## What is needed
Task for the records below: count the lines that contain the word "each" and give only that number.

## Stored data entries
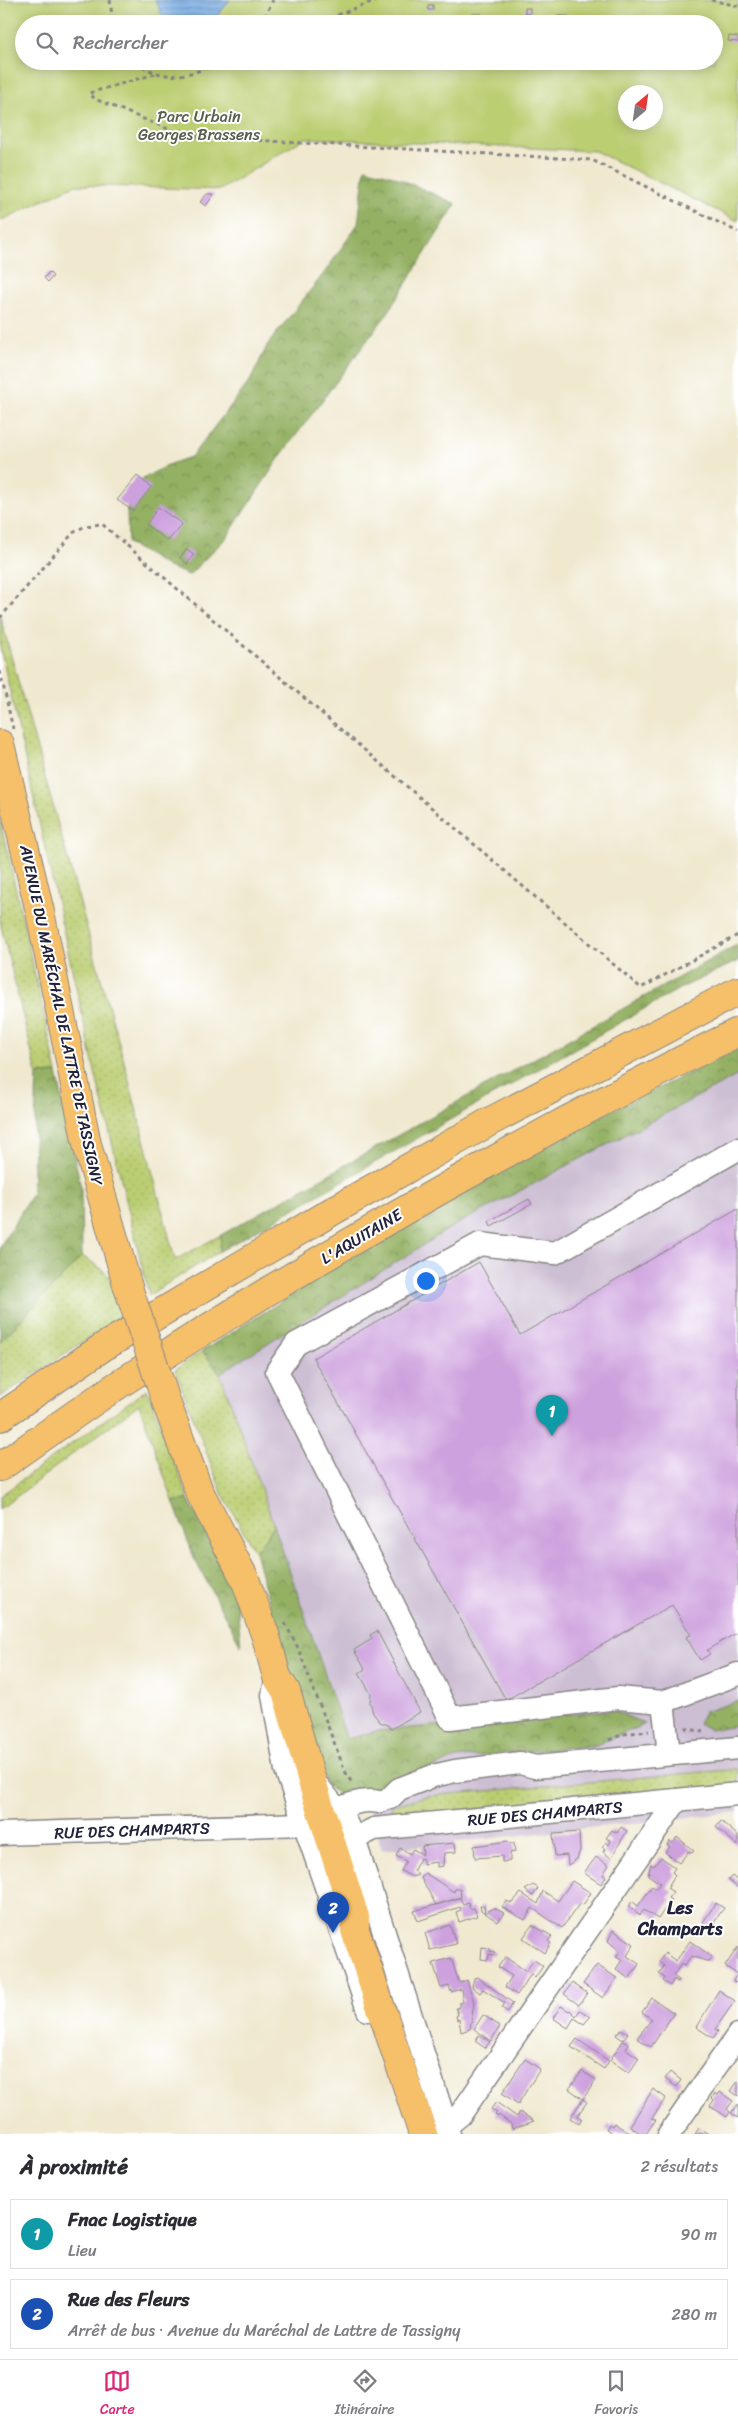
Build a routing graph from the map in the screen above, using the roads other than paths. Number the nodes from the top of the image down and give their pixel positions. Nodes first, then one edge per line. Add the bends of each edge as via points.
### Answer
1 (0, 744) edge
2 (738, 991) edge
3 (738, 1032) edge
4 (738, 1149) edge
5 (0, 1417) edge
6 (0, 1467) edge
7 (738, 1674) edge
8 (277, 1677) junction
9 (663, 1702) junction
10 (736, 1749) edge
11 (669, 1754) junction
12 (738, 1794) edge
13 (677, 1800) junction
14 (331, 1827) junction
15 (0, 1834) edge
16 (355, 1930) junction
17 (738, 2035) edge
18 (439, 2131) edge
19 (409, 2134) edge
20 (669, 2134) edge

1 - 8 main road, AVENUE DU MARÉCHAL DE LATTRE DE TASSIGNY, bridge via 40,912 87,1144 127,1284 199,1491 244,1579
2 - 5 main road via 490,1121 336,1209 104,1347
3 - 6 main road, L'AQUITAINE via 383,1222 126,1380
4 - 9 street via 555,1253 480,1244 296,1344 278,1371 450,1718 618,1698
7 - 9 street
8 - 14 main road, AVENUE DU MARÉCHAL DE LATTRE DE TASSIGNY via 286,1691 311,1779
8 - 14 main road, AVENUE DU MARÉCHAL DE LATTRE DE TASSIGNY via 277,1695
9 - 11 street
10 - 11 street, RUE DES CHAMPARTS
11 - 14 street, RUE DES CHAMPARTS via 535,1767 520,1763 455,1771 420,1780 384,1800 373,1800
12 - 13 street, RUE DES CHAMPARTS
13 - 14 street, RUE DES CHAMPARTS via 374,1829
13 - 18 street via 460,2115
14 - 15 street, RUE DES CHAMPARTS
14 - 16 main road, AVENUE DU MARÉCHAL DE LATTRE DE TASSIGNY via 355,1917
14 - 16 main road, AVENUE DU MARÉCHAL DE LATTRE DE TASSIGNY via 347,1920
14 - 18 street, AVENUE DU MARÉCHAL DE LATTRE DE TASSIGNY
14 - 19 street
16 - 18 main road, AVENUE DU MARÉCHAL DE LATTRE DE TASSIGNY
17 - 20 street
...
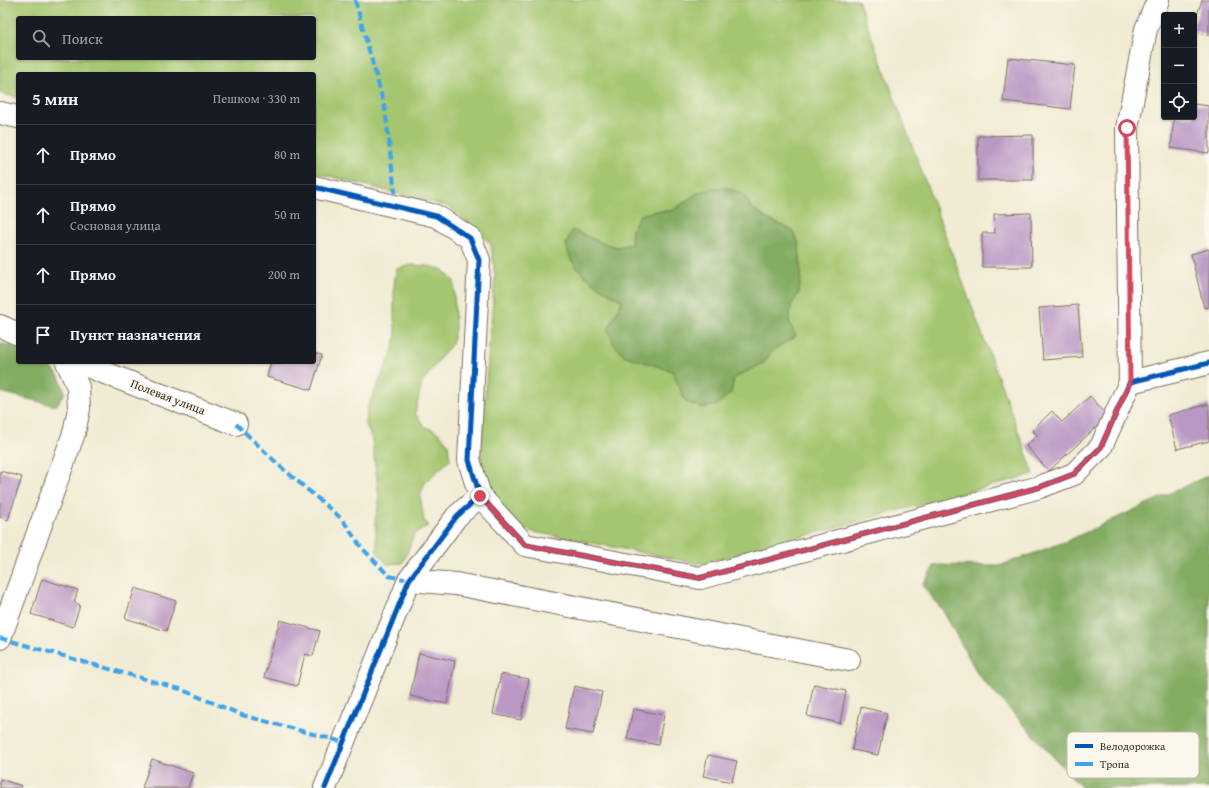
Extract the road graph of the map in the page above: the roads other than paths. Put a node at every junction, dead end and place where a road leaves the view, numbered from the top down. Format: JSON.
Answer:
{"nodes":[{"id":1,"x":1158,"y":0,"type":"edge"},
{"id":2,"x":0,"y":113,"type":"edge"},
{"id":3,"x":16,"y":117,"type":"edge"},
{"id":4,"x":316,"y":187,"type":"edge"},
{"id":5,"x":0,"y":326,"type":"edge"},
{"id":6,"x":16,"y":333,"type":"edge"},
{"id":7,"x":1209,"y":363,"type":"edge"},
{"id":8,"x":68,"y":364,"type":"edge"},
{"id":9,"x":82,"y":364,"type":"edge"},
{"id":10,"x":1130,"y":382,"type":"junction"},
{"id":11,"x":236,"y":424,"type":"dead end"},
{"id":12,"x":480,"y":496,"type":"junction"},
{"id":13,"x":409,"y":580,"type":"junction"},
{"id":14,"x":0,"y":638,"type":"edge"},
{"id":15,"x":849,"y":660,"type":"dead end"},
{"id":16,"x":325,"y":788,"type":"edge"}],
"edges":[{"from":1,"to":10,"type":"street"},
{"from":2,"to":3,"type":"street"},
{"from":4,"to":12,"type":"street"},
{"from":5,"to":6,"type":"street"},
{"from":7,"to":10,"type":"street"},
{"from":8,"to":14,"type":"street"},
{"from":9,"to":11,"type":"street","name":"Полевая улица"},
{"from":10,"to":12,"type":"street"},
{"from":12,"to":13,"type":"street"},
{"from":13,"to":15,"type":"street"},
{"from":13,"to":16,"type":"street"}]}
...
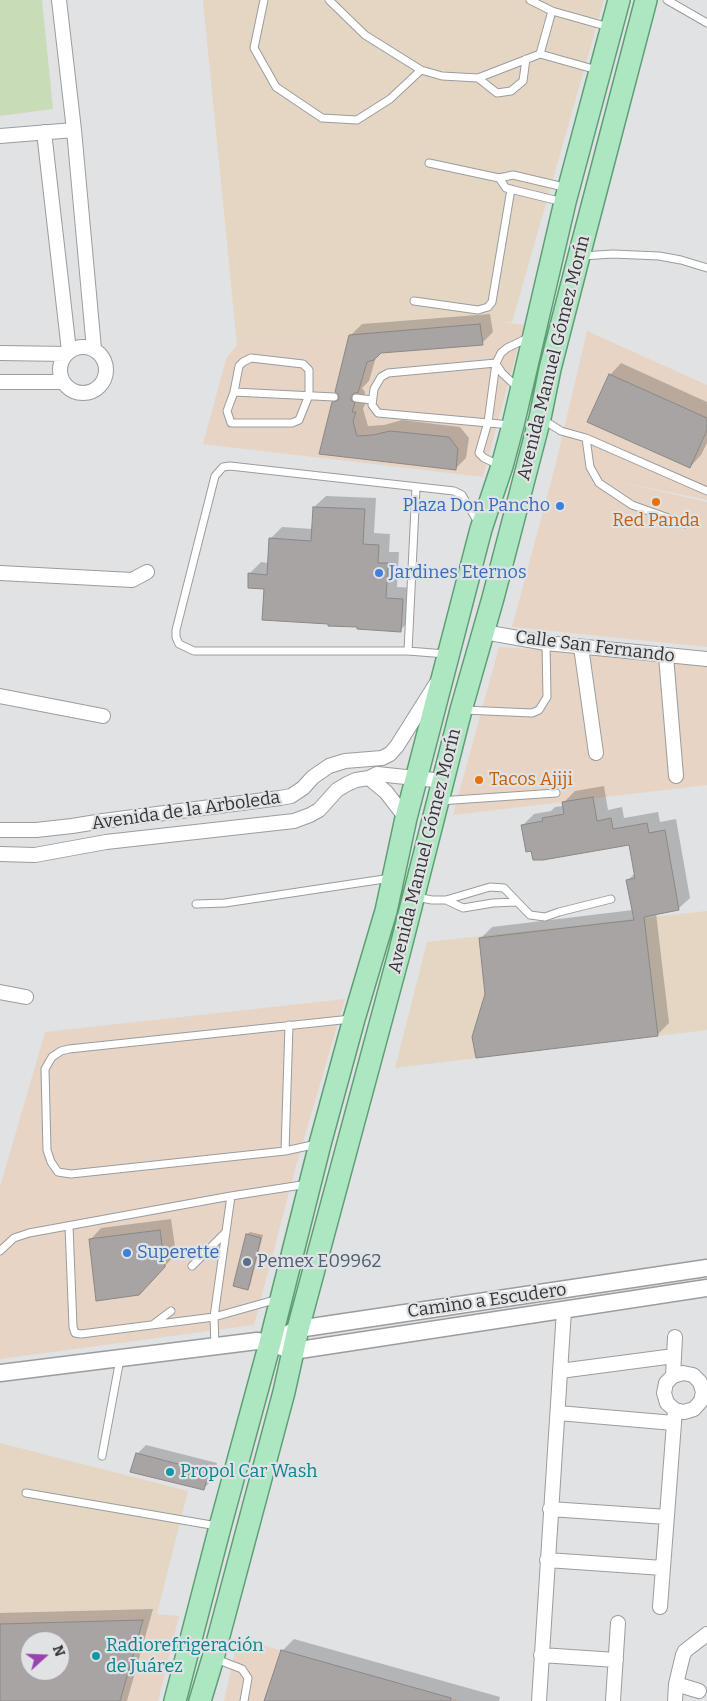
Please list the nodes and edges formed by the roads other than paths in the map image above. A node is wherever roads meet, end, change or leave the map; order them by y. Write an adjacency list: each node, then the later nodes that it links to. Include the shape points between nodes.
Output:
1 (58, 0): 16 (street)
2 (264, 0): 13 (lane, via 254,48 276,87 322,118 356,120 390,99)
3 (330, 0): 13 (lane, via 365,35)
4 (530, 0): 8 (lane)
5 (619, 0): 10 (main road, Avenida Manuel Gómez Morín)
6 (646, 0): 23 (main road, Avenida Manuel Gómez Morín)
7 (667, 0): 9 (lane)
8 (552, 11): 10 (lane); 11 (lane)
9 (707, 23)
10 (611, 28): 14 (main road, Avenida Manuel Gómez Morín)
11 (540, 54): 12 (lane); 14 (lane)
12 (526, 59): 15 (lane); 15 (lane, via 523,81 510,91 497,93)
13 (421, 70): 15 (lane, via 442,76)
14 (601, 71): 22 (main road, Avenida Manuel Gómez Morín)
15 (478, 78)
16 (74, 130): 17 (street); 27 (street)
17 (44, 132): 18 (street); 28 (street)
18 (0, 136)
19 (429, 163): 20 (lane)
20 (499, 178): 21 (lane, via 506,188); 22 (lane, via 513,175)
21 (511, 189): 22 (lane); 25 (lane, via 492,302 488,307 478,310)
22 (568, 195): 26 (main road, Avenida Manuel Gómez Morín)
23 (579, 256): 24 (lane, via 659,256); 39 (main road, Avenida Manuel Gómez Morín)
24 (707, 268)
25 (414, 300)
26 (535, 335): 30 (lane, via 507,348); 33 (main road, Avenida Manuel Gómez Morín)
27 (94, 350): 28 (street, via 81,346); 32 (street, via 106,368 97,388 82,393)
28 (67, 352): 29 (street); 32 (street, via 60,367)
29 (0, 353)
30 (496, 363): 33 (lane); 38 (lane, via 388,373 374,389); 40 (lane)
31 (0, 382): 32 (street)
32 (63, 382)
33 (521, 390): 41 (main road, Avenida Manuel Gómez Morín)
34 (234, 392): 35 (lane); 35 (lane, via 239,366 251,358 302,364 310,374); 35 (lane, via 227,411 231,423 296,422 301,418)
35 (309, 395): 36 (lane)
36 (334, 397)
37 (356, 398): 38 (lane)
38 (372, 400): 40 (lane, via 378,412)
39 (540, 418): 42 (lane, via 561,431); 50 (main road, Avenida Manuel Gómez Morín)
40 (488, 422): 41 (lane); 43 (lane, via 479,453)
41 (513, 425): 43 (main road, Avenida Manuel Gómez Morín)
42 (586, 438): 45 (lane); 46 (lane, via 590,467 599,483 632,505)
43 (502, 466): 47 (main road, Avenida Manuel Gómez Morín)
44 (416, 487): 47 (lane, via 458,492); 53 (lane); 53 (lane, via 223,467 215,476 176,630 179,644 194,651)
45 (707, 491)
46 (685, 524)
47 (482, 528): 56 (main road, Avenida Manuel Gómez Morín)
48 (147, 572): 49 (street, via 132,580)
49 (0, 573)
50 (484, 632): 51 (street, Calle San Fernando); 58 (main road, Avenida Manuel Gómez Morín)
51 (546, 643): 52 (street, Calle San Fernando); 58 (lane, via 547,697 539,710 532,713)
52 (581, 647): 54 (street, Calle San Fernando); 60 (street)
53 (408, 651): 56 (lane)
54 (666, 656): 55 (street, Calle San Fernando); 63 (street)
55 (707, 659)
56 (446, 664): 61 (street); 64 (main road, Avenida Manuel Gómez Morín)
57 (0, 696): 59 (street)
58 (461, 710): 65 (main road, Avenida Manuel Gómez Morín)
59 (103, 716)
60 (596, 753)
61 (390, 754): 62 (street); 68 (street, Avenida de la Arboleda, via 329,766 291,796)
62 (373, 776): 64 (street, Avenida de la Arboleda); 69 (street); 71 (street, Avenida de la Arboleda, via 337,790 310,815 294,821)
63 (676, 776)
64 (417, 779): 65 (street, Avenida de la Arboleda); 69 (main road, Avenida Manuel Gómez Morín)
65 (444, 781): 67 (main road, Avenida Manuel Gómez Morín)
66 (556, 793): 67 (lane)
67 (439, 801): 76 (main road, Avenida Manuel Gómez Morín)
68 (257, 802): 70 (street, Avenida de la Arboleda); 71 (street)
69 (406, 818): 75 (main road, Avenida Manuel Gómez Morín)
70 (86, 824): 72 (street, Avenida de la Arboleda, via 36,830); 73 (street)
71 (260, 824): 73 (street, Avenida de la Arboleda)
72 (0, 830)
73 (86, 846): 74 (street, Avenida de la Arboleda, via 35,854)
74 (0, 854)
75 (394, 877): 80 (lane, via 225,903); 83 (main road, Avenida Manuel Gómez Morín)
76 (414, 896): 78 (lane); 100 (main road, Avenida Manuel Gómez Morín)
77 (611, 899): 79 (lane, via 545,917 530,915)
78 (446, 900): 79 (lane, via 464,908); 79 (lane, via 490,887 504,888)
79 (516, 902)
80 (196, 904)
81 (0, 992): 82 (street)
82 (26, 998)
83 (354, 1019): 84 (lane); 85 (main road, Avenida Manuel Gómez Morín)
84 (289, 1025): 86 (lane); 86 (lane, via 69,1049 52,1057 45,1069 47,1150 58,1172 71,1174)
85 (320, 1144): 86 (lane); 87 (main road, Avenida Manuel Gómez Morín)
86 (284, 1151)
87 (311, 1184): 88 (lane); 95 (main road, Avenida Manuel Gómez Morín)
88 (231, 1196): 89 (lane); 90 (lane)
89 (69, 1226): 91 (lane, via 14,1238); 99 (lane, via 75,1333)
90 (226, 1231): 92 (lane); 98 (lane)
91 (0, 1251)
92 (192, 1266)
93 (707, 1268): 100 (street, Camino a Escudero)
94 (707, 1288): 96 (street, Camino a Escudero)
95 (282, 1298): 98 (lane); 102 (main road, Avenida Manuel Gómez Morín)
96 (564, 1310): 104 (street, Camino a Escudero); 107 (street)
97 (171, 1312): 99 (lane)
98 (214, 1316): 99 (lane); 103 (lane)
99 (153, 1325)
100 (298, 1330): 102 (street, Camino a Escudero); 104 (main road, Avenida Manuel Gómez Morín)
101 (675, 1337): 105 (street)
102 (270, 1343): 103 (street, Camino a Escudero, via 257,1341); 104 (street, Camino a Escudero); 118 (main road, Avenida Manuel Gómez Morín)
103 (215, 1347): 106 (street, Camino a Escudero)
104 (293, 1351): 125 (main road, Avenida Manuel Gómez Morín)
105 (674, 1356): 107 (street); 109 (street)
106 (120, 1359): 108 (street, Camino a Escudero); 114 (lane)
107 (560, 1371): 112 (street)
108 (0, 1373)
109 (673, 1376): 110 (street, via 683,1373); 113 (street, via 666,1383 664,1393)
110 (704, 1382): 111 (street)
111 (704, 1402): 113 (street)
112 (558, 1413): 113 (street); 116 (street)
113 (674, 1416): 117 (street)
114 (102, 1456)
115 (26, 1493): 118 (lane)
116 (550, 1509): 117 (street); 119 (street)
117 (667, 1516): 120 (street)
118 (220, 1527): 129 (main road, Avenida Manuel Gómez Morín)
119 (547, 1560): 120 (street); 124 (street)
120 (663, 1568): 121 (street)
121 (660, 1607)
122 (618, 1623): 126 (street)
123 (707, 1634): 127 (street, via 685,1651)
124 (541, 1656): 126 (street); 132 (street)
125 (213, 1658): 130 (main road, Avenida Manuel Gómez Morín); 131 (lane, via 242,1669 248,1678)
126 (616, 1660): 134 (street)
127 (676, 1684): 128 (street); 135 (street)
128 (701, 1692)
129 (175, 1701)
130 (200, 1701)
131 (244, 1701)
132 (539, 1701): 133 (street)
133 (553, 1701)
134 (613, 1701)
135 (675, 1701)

## Expected output
2